Collected data:

——————

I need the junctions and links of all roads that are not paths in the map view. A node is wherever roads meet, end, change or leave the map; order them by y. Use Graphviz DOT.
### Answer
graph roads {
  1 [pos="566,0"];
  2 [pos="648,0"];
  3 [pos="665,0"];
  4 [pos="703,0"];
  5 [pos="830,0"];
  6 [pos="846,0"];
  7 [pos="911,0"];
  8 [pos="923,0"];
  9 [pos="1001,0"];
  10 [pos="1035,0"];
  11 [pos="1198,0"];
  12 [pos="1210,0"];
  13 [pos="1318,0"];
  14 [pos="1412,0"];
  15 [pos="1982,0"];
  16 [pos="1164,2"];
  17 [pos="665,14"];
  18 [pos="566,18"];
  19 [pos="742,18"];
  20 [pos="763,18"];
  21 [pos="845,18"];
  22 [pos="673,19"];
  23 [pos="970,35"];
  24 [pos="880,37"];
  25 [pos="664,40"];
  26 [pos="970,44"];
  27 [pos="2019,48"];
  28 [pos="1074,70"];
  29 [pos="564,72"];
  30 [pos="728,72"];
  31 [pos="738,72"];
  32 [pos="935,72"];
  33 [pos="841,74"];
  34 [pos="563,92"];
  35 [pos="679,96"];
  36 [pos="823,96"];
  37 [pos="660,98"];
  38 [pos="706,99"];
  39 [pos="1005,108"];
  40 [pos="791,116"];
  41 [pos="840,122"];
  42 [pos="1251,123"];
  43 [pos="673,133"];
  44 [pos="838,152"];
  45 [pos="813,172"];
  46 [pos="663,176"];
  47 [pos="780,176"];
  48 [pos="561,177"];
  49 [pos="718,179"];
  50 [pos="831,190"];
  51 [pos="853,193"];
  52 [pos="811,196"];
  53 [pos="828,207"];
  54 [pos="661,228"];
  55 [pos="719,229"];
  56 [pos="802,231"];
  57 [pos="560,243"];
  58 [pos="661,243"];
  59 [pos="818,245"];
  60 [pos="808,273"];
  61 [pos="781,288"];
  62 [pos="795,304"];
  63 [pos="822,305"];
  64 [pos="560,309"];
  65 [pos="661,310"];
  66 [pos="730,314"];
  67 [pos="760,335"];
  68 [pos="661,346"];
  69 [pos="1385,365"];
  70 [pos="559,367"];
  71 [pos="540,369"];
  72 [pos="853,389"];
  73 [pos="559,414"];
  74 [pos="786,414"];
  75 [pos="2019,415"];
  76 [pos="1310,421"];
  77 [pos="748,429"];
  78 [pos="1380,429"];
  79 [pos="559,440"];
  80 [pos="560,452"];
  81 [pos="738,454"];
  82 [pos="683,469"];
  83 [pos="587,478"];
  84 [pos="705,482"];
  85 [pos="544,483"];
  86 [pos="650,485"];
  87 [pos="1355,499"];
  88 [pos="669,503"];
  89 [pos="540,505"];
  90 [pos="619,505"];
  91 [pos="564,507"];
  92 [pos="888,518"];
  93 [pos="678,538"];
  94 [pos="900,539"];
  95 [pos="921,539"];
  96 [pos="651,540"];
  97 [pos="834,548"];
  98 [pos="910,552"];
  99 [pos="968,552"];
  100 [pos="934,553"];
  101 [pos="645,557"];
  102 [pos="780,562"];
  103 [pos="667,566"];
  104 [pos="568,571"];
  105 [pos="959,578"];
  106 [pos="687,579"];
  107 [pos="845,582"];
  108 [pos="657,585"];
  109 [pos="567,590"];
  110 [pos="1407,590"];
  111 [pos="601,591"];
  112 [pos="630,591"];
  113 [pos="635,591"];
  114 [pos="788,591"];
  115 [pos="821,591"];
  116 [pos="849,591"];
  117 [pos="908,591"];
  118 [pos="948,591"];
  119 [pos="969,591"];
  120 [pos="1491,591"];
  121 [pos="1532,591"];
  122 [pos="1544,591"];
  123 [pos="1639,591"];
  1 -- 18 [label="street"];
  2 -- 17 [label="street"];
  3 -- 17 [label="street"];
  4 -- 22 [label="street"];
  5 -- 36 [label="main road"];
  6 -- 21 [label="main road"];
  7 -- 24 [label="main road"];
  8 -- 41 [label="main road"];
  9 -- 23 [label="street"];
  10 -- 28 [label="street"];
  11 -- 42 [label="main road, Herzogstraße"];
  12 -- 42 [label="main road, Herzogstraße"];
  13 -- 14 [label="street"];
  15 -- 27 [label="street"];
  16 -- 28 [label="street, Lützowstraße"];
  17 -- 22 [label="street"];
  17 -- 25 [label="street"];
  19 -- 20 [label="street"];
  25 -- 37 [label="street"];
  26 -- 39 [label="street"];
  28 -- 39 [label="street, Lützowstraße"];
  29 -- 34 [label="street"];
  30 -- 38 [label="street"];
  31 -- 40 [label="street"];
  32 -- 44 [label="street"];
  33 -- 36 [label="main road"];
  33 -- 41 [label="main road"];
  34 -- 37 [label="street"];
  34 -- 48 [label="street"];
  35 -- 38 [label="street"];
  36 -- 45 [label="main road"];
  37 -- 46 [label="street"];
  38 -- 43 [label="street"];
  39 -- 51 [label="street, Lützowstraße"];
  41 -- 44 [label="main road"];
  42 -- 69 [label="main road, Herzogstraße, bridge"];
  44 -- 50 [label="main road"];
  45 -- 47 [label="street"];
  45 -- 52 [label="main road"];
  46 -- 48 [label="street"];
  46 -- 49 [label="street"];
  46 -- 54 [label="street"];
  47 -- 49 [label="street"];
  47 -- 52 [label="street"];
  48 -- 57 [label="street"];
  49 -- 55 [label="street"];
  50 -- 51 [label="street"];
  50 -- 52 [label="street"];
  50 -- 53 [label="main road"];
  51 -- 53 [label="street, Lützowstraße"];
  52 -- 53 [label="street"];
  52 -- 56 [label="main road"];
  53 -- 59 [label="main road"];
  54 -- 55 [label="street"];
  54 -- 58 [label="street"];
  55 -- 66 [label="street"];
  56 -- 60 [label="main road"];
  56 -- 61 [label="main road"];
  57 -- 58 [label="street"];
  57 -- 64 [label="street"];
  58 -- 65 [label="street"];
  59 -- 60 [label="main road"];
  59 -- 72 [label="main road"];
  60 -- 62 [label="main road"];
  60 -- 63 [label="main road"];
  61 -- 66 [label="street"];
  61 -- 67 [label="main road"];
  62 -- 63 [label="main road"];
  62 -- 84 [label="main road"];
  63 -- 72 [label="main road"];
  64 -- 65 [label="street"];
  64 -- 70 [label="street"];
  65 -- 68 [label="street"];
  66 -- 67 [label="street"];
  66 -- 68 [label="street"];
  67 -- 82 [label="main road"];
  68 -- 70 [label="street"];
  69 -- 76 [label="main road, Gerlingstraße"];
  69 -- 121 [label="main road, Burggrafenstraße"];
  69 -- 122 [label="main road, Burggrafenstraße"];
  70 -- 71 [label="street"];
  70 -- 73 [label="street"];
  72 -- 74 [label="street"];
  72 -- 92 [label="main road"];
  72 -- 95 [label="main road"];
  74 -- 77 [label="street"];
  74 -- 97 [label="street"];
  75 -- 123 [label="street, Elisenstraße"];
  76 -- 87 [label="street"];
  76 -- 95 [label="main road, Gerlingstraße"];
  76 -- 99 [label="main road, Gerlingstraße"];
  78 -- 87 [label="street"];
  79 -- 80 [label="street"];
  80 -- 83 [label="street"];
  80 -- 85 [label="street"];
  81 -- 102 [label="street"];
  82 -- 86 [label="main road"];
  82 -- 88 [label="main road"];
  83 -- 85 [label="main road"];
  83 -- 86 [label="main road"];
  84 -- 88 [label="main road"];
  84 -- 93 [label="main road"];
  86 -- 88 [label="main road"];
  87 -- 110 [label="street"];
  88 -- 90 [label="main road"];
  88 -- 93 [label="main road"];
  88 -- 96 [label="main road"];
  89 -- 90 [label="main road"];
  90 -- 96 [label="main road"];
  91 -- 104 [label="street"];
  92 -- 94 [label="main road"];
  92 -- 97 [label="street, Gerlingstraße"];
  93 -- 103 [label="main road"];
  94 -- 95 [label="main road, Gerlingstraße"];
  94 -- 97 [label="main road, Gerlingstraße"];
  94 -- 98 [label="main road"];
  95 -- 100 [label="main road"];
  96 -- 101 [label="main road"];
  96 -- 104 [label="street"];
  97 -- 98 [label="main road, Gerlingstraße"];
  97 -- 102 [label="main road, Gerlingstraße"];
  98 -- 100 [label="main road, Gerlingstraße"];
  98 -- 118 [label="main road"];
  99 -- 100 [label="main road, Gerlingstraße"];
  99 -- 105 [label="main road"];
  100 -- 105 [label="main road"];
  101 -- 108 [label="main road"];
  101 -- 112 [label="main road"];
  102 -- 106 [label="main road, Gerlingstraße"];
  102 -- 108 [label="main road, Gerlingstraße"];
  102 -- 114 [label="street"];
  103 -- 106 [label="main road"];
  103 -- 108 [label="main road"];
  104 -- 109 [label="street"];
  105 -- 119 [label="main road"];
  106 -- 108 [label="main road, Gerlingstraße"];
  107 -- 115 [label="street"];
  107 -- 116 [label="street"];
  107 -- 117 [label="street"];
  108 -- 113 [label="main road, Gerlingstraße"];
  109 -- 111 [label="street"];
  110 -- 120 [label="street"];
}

——————

=== Task directions ===
Wherever the word "Burggrafenstraße" turns up in the records above, copy the line that holds it.

=== Exercise output ===
  69 -- 121 [label="main road, Burggrafenstraße"];
  69 -- 122 [label="main road, Burggrafenstraße"];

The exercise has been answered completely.